Tiger Woods at The Open: A Prophesy Fulfilled

Tiger Woods tees off at the Congressional Country Club in Bethesda, Maryland, in 2007.
told you Tigers Woods’ return would make golf better, and now the prophesy is coming true.
I could end my column right there, but I am contractually obligated to write 600 words, or this paper can legally confiscate my collection of old comic book T-shirts. (At least the ones I’ve safely hidden from my wife, who says I’m too old for T-shirts covered in Teenage Mutant Ninja Turtles.)
A few months ago, I wrote that golf just ain’t the same without Woods. Since then, Tiger’s been steadily clawing (Nice pun, no?) his way back to relevance.
While Woods didn’t win Sunday at The Open, he did lead at one point and ultimately finished T6, only two shots behind the winner, Italian golfer Francesco Molinari.

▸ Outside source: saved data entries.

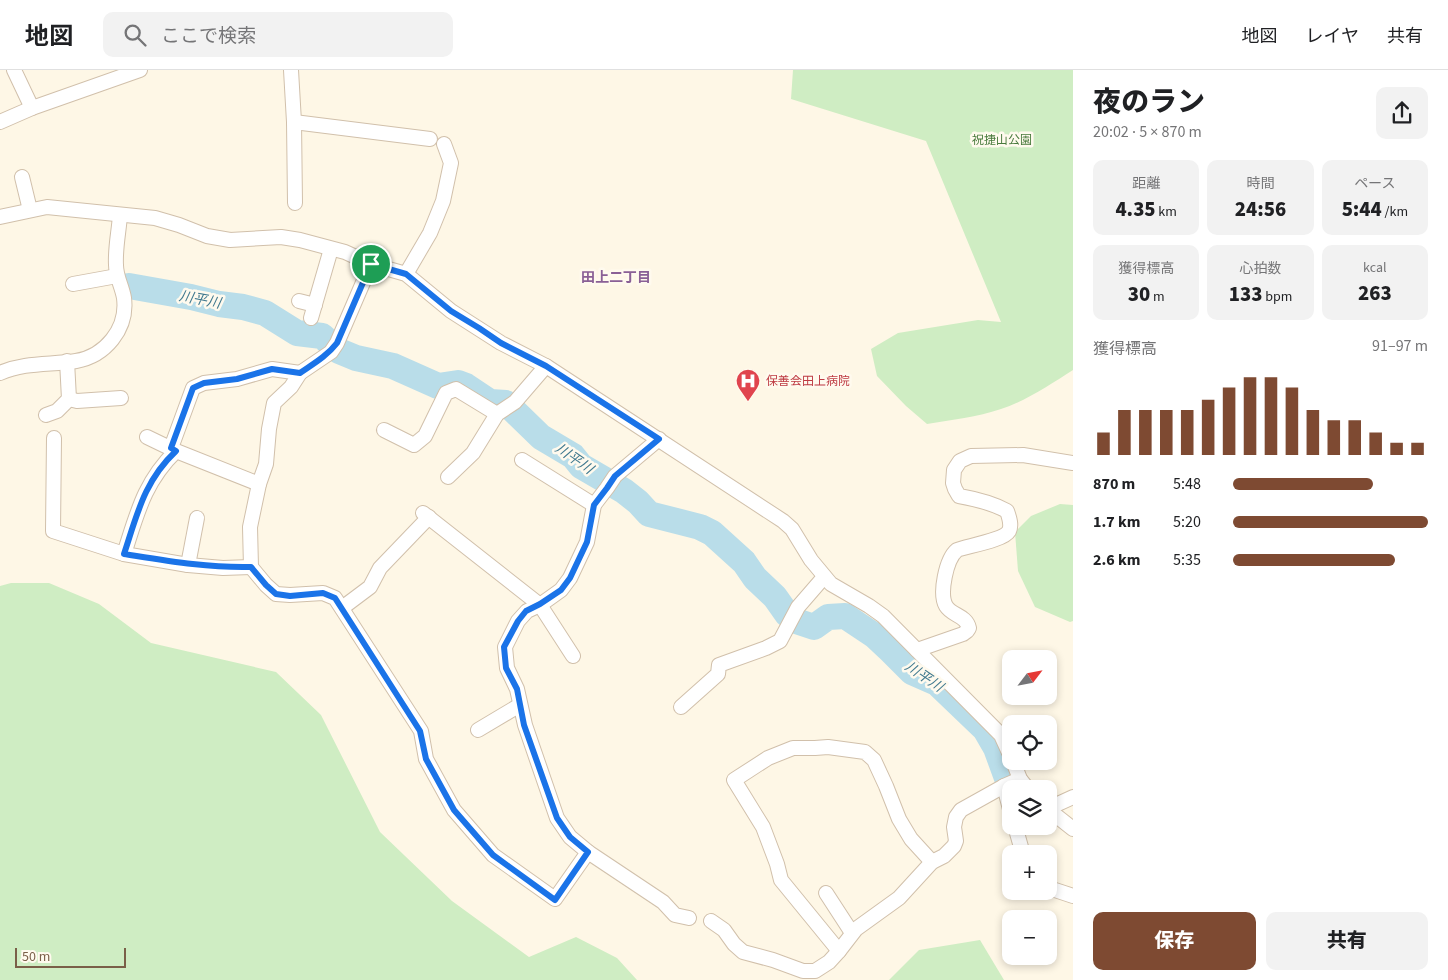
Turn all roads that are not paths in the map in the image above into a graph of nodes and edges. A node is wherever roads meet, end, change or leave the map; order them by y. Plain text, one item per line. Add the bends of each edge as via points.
1 (14, 70) edge
2 (140, 70) edge
3 (291, 70) edge
4 (106, 75) edge
5 (32, 108) junction
6 (0, 122) edge
7 (294, 122) junction
8 (430, 139) dead end
9 (444, 144) dead end
10 (22, 177) dead end
11 (295, 203) dead end
12 (30, 210) junction
13 (120, 215) junction
14 (0, 217) edge
15 (331, 249) junction
16 (371, 264) junction
17 (406, 274) junction
18 (117, 276) junction
19 (73, 284) dead end
20 (299, 301) dead end
21 (67, 361) junction
22 (546, 366) junction
23 (0, 373) edge
24 (300, 373) junction
25 (121, 398) dead end
26 (69, 399) junction
27 (506, 408) junction
28 (46, 415) dead end
29 (384, 430) dead end
30 (147, 437) dead end
31 (54, 438) dead end
32 (659, 439) junction
33 (174, 450) junction
34 (522, 460) dead end
35 (1073, 463) edge
36 (448, 477) dead end
37 (259, 484) junction
38 (594, 505) junction
39 (197, 518) dead end
40 (124, 554) junction
41 (188, 565) junction
42 (251, 567) junction
43 (824, 577) junction
44 (540, 604) junction
45 (342, 608) junction
46 (917, 650) junction
47 (572, 656) dead end
48 (520, 705) junction
49 (681, 707) dead end
50 (478, 730) dead end
51 (1002, 737) edge
52 (1002, 787) edge
53 (1073, 798) edge
54 (1057, 805) edge
55 (1057, 816) edge
56 (1073, 829) edge
57 (588, 852) junction
58 (932, 862) junction
59 (1057, 891) edge
60 (826, 893) dead end
61 (1073, 896) edge
62 (688, 918) dead end
63 (710, 922) dead end
64 (852, 933) junction
65 (839, 951) junction

1 - 5 street
2 - 4 street
3 - 7 street
4 - 5 street
5 - 6 street
7 - 8 street
7 - 11 street
9 - 17 street via 451,163 444,201
10 - 12 street
12 - 13 street via 48,207
12 - 14 street
13 - 15 street via 155,218 206,236 230,240 281,237
13 - 18 street
15 - 16 street
15 - 20 street via 313,311
16 - 17 street
16 - 24 street via 334,347
17 - 22 street via 451,311 501,343
18 - 19 street
18 - 21 street via 124,298 124,318 118,332 92,357
21 - 23 street via 30,364
21 - 26 street
22 - 27 street
22 - 32 street
24 - 33 street via 272,369 193,388
24 - 37 street via 274,403 266,464
25 - 26 street
26 - 28 street via 57,411
27 - 29 street via 456,390 446,393 425,436 414,445
27 - 36 street via 473,452
30 - 33 street
31 - 40 street via 53,531
32 - 38 street via 611,482
32 - 43 street via 783,521 792,529
33 - 37 street
33 - 40 street via 143,497
34 - 38 street
35 - 46 street via 1023,455 971,456 960,461 954,470 953,483 959,496 974,498 1007,511 1009,531 1002,538 953,553 946,572 944,599 946,607 965,620 969,628 963,634
37 - 42 street via 250,527
38 - 44 street via 587,542 570,578 561,590
39 - 41 street
40 - 41 street
41 - 42 street
42 - 45 street via 276,594 323,593 335,598
43 - 46 street via 838,590 883,616
43 - 49 street via 798,608 780,641 719,665 718,674
44 - 45 street via 426,515 380,568 370,587
44 - 47 street
44 - 48 street via 526,611 504,647 506,668 517,689
45 - 57 street via 420,731 426,759 454,810 493,855 555,900
46 - 51 street
48 - 50 street
48 - 57 street via 557,818 570,837
52 - 58 street via 961,810 956,817 954,846
53 - 54 street
55 - 56 street
57 - 62 street via 662,902 675,915
58 - 64 street via 899,898
58 - 65 street via 911,839 874,760 864,752 828,747 793,748 768,758 734,780 763,827 781,880
59 - 61 street
60 - 64 street
63 - 65 street via 724,930 743,952 803,971 815,970
64 - 65 street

Hey Mambo, Golf-o Italiano

I myself feel a close personal tie to Molinari, the first Italian to ever win a golf major. I’ve never met him, but as a man who’s proud of his Italian-American heritage (I think I’m 1/8 Italian, or 1/16th, or maybe it’s 7/16? Try 19mm), I feel overjoyed for this man who hails from the land of my ancestors. So I raise a glass to you, Molinari, and say, “Buon lavora, paisan!” (Literal translation: Please refill this Parmesan cheese shaker.)
It’s hard not to feel happy for this Italiano Golfer Extraordinaire. After it was clear he was going to win and the trophy engraver started carving “Francesco” on the Claret Jug, Molinari had such a simple, happy smile on his face. It’s like the smile that creeps across your face as a parent at a birthday party when you realize the sound of crying isn’t coming from your kid.
Lest we forget what the original point of this column was, my wife thinks a man who’s almost 30 doesn’t need a closet full of comic book character T-shirts. What’s up with that?!

Rousing the Troops

Also, Tiger is making golf better. His presence in the field fills the media booth, which can be a relaxed space (“relaxed” is putting it mildly), with an electric energy. Did you see Johnny Miller? He almost stayed awake the whole time he was on camera!
Actually, Miller looked quite engaged, but I think that’s because his co-host Dan Hicks was discussing the time Miller barely lost The Open. Hicks laughed and said it was OK, because Miller won the next year. Miller gave an obligatory TV presenter fake chuckle, but couldn’t disguise the fact that he was imagining stuffing Hicks into a wood chipper.
Aside from invigorating golf media, Woods also causes the rest of the field to play at a better level. Don’t believe me? Remember Tiger’s partner on Sunday? That’s right, Molinari!

Woods Doesn’t Share Spotlight

Of course, not everyone on the tour plays their best when Tiger’s in the hunt. Jordan Spieth had a late-round meltdown, falling out of the lead after posting a +5 on his final round. Spieth initially made me dismiss Wall Street Journal sportswriter Brian Costa’s claim that the beauty of Carnoustie was its ugly golf. The first thing I witnessed when flipping over to The Open was Spieth knocking a tee shot within 15 feet of the pin on a 380-yard par 4.
Was it the presence of a Tiger on the prowl that caused Spieth’s spidey senses to tingle, scaring him out of the lead? I doubt it, but for the purpose of this column, let’s say Spieth was shaking in his cleats when he heard Tiger’s roar.
Unlike Spieth, Rory McIlroy, to his credit, finished the week strong tied for second. But no one’s talking about Spieth or McIlroy that.
After the obligatory airy announcement that Molinari was bringing the first major trophy home to Italy, the news was focused around what’s really important: Tiger’s back. This time it’s real.
Will he actually win this year? Will he play, not just coach/mentor in the Ryder Cup?

Tiger Being Back Means Golf is Back

We won’t know for sure until summer’s nearly over, but one fact has been clear since the beginning of this season: People — average people — not just your knowledgeable PGA junkies, are talking about golf again. That’s due to one man, and one man alone.
There. Proof that the prophesy is fulfilled. Can a man be a prophet if he owns T-shirts with comic book characters on them?
He can if he can keep them hidden from his wife!